The general rule is that if you need to wait faster use async, and if you need to process faster use threads.

Another way of thinking about this is whether you want to optimize your workload for throughput or latency. It's almost never a binary choice, though.

Threads as they are conventionally considered are inadequate. Operating systems should offer something along the lines of scheduler activations[0]: a low-level mechanism that represents individual cores being scheduled/allocated to programs. Async is responsive simply because it conforms to the (asynchronous) nature of hardware events. Similarly, threads are most performant if leveraged according to the usage of hardware cores. A program that spawns 100 threads on a system with 10 physical cores is just going to have threads interrupting each other for no reason; each core can only do so much work in a time frame, whether it's running 1 thread or 10. The most performant/efficient abstraction is a state machine[1] per core. However, for some loss of performance and (arguable) ease of development, threads can be used on top of scheduler activations[2]. Async on top of threads is just the worst of both worlds. Think in terms of the hardware resources and events (memory accesses too), and the abstractions write themselves.

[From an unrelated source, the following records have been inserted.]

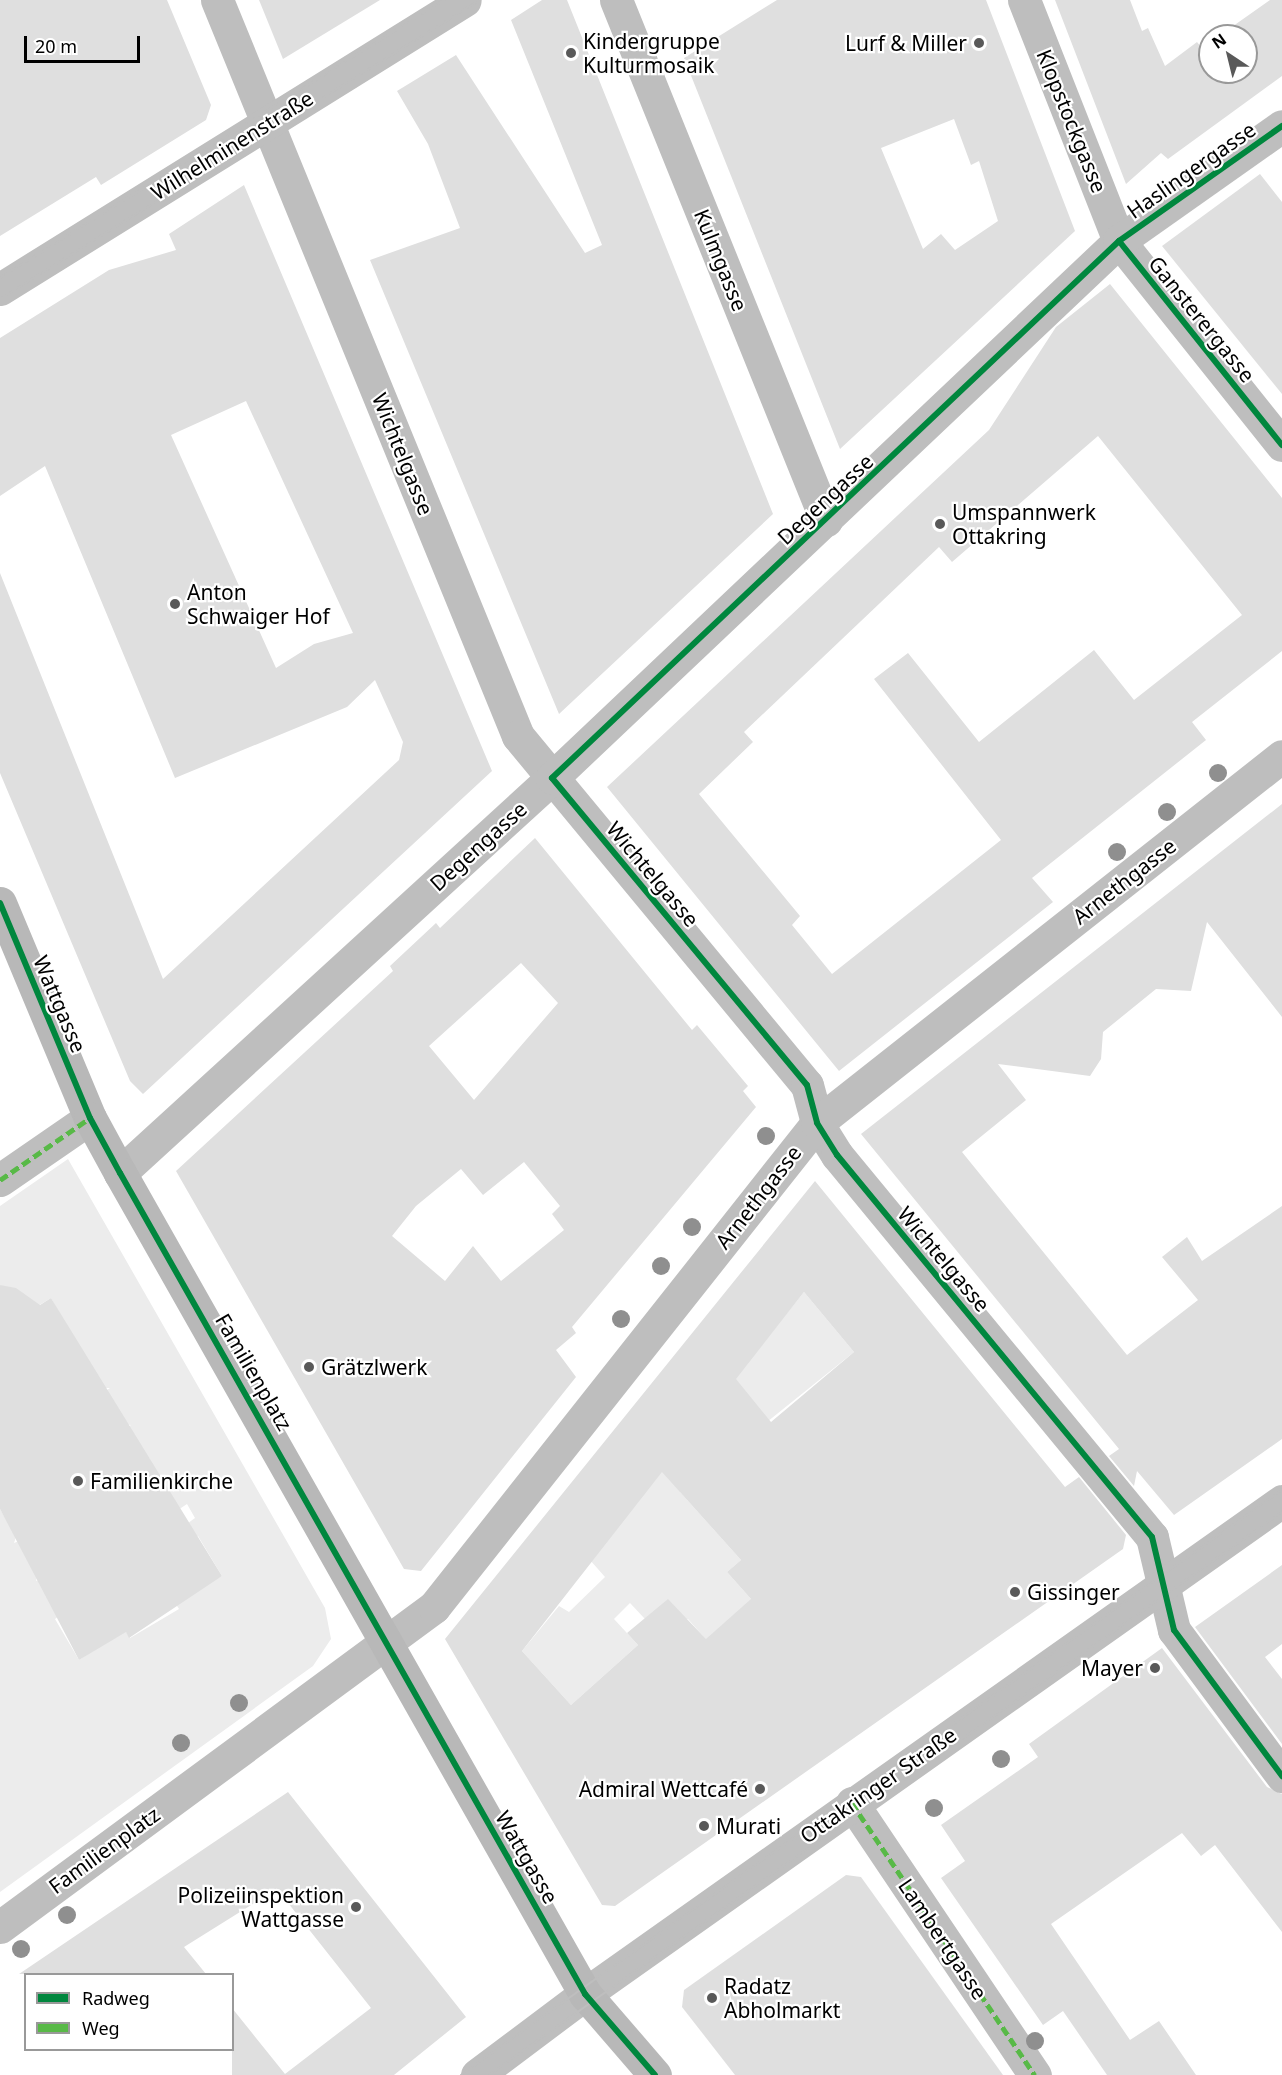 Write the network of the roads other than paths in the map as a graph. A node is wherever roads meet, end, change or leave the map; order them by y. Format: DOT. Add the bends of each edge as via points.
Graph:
graph roads {
  1 [pos="217,0"];
  2 [pos="465,0"];
  3 [pos="616,0"];
  4 [pos="1024,0"];
  5 [pos="268,123"];
  6 [pos="1282,126"];
  7 [pos="1119,241"];
  8 [pos="0,289"];
  9 [pos="1282,446"];
  10 [pos="826,520"];
  11 [pos="1282,756"];
  12 [pos="552,778"];
  13 [pos="0,903"];
  14 [pos="90,1118"];
  15 [pos="817,1123"];
  16 [pos="120,1173"];
  17 [pos="0,1180"];
  18 [pos="1282,1501"];
  19 [pos="1166,1583"];
  20 [pos="389,1642"];
  21 [pos="1282,1776"];
  22 [pos="852,1803"];
  23 [pos="0,1927"];
  24 [pos="585,1994"];
  25 [pos="477,2075"];
  26 [pos="655,2075"];
  27 [pos="1035,2075"];
  1 -- 5 [label="street, Wichtelgasse"];
  2 -- 5 [label="street, Wilhelminenstraße"];
  3 -- 10 [label="street, Kulmgasse"];
  4 -- 7 [label="street, Klopstockgasse"];
  5 -- 8 [label="street, Wilhelminenstraße"];
  5 -- 12 [label="street, Wichtelgasse" via="518,736"];
  6 -- 7 [label="street, Haslingergasse"];
  7 -- 9 [label="street, Gansterergasse"];
  7 -- 10 [label="street, Degengasse"];
  10 -- 12 [label="street, Degengasse"];
  11 -- 15 [label="street, Arnethgasse"];
  12 -- 15 [label="street, Wichtelgasse" via="807,1085"];
  12 -- 16 [label="street, Degengasse"];
  13 -- 14 [label="main road, Wattgasse"];
  14 -- 16 [label="main road, Familienplatz"];
  14 -- 17 [label="street"];
  15 -- 19 [label="street, Wichtelgasse" via="837,1155 1152,1537"];
  15 -- 20 [label="street, Arnethgasse" via="434,1606"];
  16 -- 20 [label="main road, Familienplatz"];
  18 -- 19 [label="street, Ottakringer Straße"];
  19 -- 21 [label="street, Wichtelgasse" via="1174,1630"];
  19 -- 22 [label="street, Ottakringer Straße"];
  20 -- 23 [label="street, Familienplatz"];
  20 -- 24 [label="main road, Wattgasse"];
  22 -- 24 [label="street, Ottakringer Straße"];
  22 -- 27 [label="street, Lambertgasse"];
  24 -- 25 [label="street, Ottakringer Straße"];
  24 -- 26 [label="main road, Wattgasse"];
}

[0] https://en.wikipedia.org/wiki/Scheduler_activations, https://dl.acm.org/doi/10.1145/121132.121151 | Akin to thread-per-core

[1] Stackless coroutines and event-driven programming

[2] User-level virtual/green threads today, plus responsiveness to blocking I/O events

Haven't scheduler activations largely been abandoned in the bad and linux kernels?

Yes; my understanding is that, for kernels designed for 1:1 threading, scheduler activations are an invasive change and not preferred by developers. Presumably, an operating system designed around scheduler activations would be able to better integrate them into applications, possibly even binary-compatibly with existing applications expecting 1:1 threading.

Can you say more about what you mean by wait faster? Is it as in, enqueue many things faster?

Not the OP but I'll take a stab: I see "waiting faster" as meaning roughly "check the status of" faster.

For example, you have lots of concurrent tasks, and they're waiting on slow external IO. Each task needs its IO to finish so you can make forward progress. At any given time, it's unlikely more than a couple of tasks can make forward progress, due to waiting on that IO. So most of the time, you end up checking on tasks that aren't ready to do anything, because the IO isn't done. So you're waiting on them to be ready.

Now, if you can do that "waiting" (really, checking if they're ready for work or not) on them faster, you can spend more of your machine time on whatever actual work _is_ ready to be done, rather than on checking which tasks are ready for work.

Threads make sense in the opposite scenario: when you have lots of work that _is_ ready, and you just need to chew through it as fast as possible. E.g. numbers to crunch, data to search through, etc.

I'd love if someone has a more illustrative metaphor to explain this, this is just how I think about it.